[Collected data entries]

>>>

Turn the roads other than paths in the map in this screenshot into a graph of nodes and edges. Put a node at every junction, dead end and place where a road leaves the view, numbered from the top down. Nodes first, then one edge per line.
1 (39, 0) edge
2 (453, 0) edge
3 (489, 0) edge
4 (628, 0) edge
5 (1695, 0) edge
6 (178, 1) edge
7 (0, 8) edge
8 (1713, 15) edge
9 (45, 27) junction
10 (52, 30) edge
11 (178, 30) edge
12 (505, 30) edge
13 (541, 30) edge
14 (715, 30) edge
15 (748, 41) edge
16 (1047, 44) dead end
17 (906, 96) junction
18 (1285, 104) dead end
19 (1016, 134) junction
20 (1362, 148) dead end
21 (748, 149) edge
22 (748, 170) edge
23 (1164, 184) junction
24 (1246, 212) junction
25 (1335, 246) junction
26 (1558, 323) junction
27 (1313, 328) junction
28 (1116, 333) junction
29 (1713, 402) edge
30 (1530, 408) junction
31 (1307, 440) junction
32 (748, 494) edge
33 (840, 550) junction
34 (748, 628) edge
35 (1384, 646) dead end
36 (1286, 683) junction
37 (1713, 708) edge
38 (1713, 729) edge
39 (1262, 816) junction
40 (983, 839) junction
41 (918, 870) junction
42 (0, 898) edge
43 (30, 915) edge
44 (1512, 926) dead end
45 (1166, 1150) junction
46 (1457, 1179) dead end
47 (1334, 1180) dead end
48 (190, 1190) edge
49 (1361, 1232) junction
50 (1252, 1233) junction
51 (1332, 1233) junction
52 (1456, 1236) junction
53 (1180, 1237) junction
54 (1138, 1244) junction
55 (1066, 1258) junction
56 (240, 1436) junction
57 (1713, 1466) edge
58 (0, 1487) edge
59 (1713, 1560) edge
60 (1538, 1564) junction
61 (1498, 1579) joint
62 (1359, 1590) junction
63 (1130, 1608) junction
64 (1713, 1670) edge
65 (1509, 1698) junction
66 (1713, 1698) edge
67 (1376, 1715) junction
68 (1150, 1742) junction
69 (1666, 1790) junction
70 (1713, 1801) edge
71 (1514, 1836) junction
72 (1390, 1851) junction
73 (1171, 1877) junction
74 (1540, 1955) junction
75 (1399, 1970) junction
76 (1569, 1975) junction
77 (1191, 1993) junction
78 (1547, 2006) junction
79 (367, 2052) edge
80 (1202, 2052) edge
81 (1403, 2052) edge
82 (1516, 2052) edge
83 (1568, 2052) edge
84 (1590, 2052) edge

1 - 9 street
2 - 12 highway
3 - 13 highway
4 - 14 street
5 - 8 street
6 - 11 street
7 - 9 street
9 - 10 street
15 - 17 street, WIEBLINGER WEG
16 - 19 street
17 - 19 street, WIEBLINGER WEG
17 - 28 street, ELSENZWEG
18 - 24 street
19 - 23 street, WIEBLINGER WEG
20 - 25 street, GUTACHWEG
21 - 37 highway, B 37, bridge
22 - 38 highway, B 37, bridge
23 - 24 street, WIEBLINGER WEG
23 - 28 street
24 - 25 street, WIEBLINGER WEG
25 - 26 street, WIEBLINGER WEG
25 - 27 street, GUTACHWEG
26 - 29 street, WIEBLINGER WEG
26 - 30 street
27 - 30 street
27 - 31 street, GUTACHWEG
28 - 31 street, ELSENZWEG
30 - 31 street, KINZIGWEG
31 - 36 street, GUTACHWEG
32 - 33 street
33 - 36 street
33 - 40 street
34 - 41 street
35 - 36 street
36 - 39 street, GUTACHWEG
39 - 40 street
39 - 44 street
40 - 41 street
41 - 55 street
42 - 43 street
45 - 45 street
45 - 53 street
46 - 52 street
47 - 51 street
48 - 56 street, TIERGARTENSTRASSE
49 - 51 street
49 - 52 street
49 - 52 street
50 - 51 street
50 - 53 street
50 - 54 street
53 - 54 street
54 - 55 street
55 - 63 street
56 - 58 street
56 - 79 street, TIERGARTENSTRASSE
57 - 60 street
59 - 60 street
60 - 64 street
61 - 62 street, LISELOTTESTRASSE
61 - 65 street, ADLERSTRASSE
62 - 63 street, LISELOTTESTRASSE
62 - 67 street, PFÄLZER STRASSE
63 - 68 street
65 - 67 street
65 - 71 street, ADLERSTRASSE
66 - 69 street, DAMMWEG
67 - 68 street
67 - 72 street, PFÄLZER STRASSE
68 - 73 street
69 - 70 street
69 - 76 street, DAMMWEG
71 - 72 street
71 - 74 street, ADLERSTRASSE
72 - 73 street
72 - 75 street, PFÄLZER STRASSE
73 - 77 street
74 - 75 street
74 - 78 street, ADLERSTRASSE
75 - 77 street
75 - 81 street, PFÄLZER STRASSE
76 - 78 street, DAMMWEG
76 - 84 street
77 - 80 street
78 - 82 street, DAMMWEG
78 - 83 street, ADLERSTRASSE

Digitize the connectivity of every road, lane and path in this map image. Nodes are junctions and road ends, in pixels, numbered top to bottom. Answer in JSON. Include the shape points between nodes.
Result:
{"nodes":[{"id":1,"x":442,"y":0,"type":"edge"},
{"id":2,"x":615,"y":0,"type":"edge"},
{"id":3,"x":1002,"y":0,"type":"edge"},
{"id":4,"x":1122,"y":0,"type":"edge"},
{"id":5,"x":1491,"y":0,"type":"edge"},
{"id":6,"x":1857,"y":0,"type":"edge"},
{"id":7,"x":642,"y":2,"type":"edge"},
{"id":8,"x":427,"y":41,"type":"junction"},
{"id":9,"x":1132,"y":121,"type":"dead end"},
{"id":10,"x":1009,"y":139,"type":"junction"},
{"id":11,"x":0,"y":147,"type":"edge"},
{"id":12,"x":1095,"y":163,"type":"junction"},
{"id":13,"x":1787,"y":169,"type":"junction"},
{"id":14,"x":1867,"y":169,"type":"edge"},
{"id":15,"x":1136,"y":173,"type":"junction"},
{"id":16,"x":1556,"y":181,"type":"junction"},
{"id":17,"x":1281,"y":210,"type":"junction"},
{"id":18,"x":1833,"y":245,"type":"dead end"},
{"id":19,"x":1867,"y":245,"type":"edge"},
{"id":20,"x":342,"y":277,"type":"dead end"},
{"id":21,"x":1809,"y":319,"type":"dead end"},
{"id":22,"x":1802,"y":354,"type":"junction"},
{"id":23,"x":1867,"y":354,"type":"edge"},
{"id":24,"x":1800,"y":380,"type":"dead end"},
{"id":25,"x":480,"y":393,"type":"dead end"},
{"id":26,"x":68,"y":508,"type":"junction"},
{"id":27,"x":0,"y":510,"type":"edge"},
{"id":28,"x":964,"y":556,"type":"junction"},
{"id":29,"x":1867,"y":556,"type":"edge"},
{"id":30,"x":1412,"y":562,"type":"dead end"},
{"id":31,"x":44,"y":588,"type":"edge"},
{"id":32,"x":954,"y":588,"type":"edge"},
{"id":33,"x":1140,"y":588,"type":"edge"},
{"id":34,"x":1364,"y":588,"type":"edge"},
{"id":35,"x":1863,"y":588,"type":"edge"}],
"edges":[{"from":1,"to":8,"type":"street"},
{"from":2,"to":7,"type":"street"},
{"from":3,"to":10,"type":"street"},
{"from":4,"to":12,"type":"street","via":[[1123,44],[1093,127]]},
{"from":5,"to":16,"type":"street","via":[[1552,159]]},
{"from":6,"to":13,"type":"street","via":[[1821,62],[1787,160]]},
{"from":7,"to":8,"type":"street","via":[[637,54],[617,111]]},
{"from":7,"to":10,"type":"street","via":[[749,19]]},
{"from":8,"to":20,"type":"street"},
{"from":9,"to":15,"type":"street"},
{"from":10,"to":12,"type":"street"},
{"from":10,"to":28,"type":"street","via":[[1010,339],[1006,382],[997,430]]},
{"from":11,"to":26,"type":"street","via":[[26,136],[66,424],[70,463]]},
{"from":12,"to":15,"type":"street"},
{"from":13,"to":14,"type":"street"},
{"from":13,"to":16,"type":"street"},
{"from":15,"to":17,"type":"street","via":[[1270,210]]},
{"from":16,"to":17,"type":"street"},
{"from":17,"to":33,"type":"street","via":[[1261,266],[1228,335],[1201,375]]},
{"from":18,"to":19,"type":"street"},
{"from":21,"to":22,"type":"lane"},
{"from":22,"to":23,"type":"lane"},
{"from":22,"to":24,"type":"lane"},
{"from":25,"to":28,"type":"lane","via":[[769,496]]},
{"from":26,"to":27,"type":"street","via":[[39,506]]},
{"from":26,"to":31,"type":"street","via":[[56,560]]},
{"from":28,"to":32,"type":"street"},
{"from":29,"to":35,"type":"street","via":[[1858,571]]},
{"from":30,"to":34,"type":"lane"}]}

<<<

[What you have to do]
Some of the data mentions "ELSENZWEG". Copy every line where it does.

[Response for this exercise]
17 - 28 street, ELSENZWEG
28 - 31 street, ELSENZWEG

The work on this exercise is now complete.